WHAT YOU WILL DO:
What is needed here is an exact copy of every entry.

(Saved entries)
★ ★ ★ ★ ★ ★ ★
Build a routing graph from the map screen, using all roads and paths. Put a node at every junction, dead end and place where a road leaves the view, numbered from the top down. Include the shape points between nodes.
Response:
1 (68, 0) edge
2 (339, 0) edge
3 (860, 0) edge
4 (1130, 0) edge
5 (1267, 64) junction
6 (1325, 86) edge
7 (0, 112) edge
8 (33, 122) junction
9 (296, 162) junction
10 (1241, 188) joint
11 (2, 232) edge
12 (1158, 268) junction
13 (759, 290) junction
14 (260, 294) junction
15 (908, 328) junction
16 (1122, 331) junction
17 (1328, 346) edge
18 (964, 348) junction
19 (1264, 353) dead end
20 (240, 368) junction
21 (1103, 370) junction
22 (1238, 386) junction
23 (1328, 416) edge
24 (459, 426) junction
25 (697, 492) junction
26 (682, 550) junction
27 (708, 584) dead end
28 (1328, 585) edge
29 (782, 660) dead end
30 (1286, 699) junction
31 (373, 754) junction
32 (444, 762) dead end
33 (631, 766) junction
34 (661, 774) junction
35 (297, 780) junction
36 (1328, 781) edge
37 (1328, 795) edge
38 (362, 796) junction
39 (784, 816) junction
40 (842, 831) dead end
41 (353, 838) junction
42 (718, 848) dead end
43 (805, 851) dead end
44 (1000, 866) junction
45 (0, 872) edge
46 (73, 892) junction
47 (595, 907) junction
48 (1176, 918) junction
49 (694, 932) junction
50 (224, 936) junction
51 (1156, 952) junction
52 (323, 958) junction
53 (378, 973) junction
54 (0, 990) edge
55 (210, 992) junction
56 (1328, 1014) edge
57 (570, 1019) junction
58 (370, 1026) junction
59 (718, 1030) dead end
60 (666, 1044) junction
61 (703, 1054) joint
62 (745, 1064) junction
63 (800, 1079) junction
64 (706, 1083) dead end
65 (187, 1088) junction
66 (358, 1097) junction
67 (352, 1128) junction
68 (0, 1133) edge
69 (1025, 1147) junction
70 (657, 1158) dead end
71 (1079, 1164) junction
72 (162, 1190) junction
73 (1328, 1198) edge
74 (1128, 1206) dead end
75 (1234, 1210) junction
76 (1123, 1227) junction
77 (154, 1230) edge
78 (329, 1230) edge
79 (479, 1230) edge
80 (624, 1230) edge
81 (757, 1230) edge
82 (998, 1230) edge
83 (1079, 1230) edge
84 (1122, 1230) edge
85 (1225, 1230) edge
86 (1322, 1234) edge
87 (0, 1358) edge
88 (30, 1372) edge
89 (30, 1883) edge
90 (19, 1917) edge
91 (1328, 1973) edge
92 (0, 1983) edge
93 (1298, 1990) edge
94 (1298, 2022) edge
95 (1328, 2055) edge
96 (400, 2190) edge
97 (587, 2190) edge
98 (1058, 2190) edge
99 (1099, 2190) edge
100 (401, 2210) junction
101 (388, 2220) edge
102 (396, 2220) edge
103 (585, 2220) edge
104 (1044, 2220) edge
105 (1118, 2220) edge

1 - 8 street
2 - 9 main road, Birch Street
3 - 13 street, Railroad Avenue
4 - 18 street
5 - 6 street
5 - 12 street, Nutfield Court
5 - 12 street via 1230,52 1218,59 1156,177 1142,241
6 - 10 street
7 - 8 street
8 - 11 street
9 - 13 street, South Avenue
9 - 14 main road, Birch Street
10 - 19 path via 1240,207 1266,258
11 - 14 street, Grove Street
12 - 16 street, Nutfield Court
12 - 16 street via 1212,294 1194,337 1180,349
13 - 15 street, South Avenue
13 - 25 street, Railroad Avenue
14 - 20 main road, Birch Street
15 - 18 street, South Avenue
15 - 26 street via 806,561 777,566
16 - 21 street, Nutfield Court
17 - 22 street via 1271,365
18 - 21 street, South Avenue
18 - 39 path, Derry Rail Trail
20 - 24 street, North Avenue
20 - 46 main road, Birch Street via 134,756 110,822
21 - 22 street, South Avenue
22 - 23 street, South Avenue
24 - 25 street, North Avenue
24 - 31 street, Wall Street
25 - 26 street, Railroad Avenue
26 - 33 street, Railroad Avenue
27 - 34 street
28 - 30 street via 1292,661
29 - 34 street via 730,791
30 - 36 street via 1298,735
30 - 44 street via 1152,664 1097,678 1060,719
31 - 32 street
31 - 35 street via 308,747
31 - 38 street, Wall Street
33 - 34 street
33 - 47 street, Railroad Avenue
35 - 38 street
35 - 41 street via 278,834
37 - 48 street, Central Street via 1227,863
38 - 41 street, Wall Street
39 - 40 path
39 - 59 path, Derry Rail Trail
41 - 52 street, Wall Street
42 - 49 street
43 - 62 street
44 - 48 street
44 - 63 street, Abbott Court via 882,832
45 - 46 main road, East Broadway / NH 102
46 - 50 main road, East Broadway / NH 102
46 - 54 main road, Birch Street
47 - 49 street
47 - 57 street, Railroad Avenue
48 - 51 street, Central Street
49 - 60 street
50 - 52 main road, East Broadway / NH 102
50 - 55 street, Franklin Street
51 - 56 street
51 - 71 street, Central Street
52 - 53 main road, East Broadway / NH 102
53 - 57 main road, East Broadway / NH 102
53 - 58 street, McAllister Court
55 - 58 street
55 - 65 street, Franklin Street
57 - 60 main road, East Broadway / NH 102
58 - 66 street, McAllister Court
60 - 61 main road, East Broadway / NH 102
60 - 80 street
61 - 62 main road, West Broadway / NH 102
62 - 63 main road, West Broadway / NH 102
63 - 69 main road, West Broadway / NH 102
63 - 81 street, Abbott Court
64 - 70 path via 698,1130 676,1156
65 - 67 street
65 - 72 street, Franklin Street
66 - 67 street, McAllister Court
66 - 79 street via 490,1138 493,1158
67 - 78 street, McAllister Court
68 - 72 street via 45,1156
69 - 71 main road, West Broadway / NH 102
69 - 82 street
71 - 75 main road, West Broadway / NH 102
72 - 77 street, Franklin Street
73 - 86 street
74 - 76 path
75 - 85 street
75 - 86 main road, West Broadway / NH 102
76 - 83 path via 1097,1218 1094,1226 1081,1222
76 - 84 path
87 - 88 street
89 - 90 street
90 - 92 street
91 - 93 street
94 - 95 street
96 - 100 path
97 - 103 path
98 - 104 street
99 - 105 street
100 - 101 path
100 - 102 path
★ ★ ★ ★ ★ ★ ★
ANSWER:
Build a routing graph from the map screen, using all roads and paths. Put a node at every junction, dead end and place where a road leaves the view, numbered from the top down. Include the shape points between nodes.
Response:
1 (68, 0) edge
2 (339, 0) edge
3 (860, 0) edge
4 (1130, 0) edge
5 (1267, 64) junction
6 (1325, 86) edge
7 (0, 112) edge
8 (33, 122) junction
9 (296, 162) junction
10 (1241, 188) joint
11 (2, 232) edge
12 (1158, 268) junction
13 (759, 290) junction
14 (260, 294) junction
15 (908, 328) junction
16 (1122, 331) junction
17 (1328, 346) edge
18 (964, 348) junction
19 (1264, 353) dead end
20 (240, 368) junction
21 (1103, 370) junction
22 (1238, 386) junction
23 (1328, 416) edge
24 (459, 426) junction
25 (697, 492) junction
26 (682, 550) junction
27 (708, 584) dead end
28 (1328, 585) edge
29 (782, 660) dead end
30 (1286, 699) junction
31 (373, 754) junction
32 (444, 762) dead end
33 (631, 766) junction
34 (661, 774) junction
35 (297, 780) junction
36 (1328, 781) edge
37 (1328, 795) edge
38 (362, 796) junction
39 (784, 816) junction
40 (842, 831) dead end
41 (353, 838) junction
42 (718, 848) dead end
43 (805, 851) dead end
44 (1000, 866) junction
45 (0, 872) edge
46 (73, 892) junction
47 (595, 907) junction
48 (1176, 918) junction
49 (694, 932) junction
50 (224, 936) junction
51 (1156, 952) junction
52 (323, 958) junction
53 (378, 973) junction
54 (0, 990) edge
55 (210, 992) junction
56 (1328, 1014) edge
57 (570, 1019) junction
58 (370, 1026) junction
59 (718, 1030) dead end
60 (666, 1044) junction
61 (703, 1054) joint
62 (745, 1064) junction
63 (800, 1079) junction
64 (706, 1083) dead end
65 (187, 1088) junction
66 (358, 1097) junction
67 (352, 1128) junction
68 (0, 1133) edge
69 (1025, 1147) junction
70 (657, 1158) dead end
71 (1079, 1164) junction
72 (162, 1190) junction
73 (1328, 1198) edge
74 (1128, 1206) dead end
75 (1234, 1210) junction
76 (1123, 1227) junction
77 (154, 1230) edge
78 (329, 1230) edge
79 (479, 1230) edge
80 (624, 1230) edge
81 (757, 1230) edge
82 (998, 1230) edge
83 (1079, 1230) edge
84 (1122, 1230) edge
85 (1225, 1230) edge
86 (1322, 1234) edge
87 (0, 1358) edge
88 (30, 1372) edge
89 (30, 1883) edge
90 (19, 1917) edge
91 (1328, 1973) edge
92 (0, 1983) edge
93 (1298, 1990) edge
94 (1298, 2022) edge
95 (1328, 2055) edge
96 (400, 2190) edge
97 (587, 2190) edge
98 (1058, 2190) edge
99 (1099, 2190) edge
100 (401, 2210) junction
101 (388, 2220) edge
102 (396, 2220) edge
103 (585, 2220) edge
104 (1044, 2220) edge
105 (1118, 2220) edge

1 - 8 street
2 - 9 main road, Birch Street
3 - 13 street, Railroad Avenue
4 - 18 street
5 - 6 street
5 - 12 street, Nutfield Court
5 - 12 street via 1230,52 1218,59 1156,177 1142,241
6 - 10 street
7 - 8 street
8 - 11 street
9 - 13 street, South Avenue
9 - 14 main road, Birch Street
10 - 19 path via 1240,207 1266,258
11 - 14 street, Grove Street
12 - 16 street, Nutfield Court
12 - 16 street via 1212,294 1194,337 1180,349
13 - 15 street, South Avenue
13 - 25 street, Railroad Avenue
14 - 20 main road, Birch Street
15 - 18 street, South Avenue
15 - 26 street via 806,561 777,566
16 - 21 street, Nutfield Court
17 - 22 street via 1271,365
18 - 21 street, South Avenue
18 - 39 path, Derry Rail Trail
20 - 24 street, North Avenue
20 - 46 main road, Birch Street via 134,756 110,822
21 - 22 street, South Avenue
22 - 23 street, South Avenue
24 - 25 street, North Avenue
24 - 31 street, Wall Street
25 - 26 street, Railroad Avenue
26 - 33 street, Railroad Avenue
27 - 34 street
28 - 30 street via 1292,661
29 - 34 street via 730,791
30 - 36 street via 1298,735
30 - 44 street via 1152,664 1097,678 1060,719
31 - 32 street
31 - 35 street via 308,747
31 - 38 street, Wall Street
33 - 34 street
33 - 47 street, Railroad Avenue
35 - 38 street
35 - 41 street via 278,834
37 - 48 street, Central Street via 1227,863
38 - 41 street, Wall Street
39 - 40 path
39 - 59 path, Derry Rail Trail
41 - 52 street, Wall Street
42 - 49 street
43 - 62 street
44 - 48 street
44 - 63 street, Abbott Court via 882,832
45 - 46 main road, East Broadway / NH 102
46 - 50 main road, East Broadway / NH 102
46 - 54 main road, Birch Street
47 - 49 street
47 - 57 street, Railroad Avenue
48 - 51 street, Central Street
49 - 60 street
50 - 52 main road, East Broadway / NH 102
50 - 55 street, Franklin Street
51 - 56 street
51 - 71 street, Central Street
52 - 53 main road, East Broadway / NH 102
53 - 57 main road, East Broadway / NH 102
53 - 58 street, McAllister Court
55 - 58 street
55 - 65 street, Franklin Street
57 - 60 main road, East Broadway / NH 102
58 - 66 street, McAllister Court
60 - 61 main road, East Broadway / NH 102
60 - 80 street
61 - 62 main road, West Broadway / NH 102
62 - 63 main road, West Broadway / NH 102
63 - 69 main road, West Broadway / NH 102
63 - 81 street, Abbott Court
64 - 70 path via 698,1130 676,1156
65 - 67 street
65 - 72 street, Franklin Street
66 - 67 street, McAllister Court
66 - 79 street via 490,1138 493,1158
67 - 78 street, McAllister Court
68 - 72 street via 45,1156
69 - 71 main road, West Broadway / NH 102
69 - 82 street
71 - 75 main road, West Broadway / NH 102
72 - 77 street, Franklin Street
73 - 86 street
74 - 76 path
75 - 85 street
75 - 86 main road, West Broadway / NH 102
76 - 83 path via 1097,1218 1094,1226 1081,1222
76 - 84 path
87 - 88 street
89 - 90 street
90 - 92 street
91 - 93 street
94 - 95 street
96 - 100 path
97 - 103 path
98 - 104 street
99 - 105 street
100 - 101 path
100 - 102 path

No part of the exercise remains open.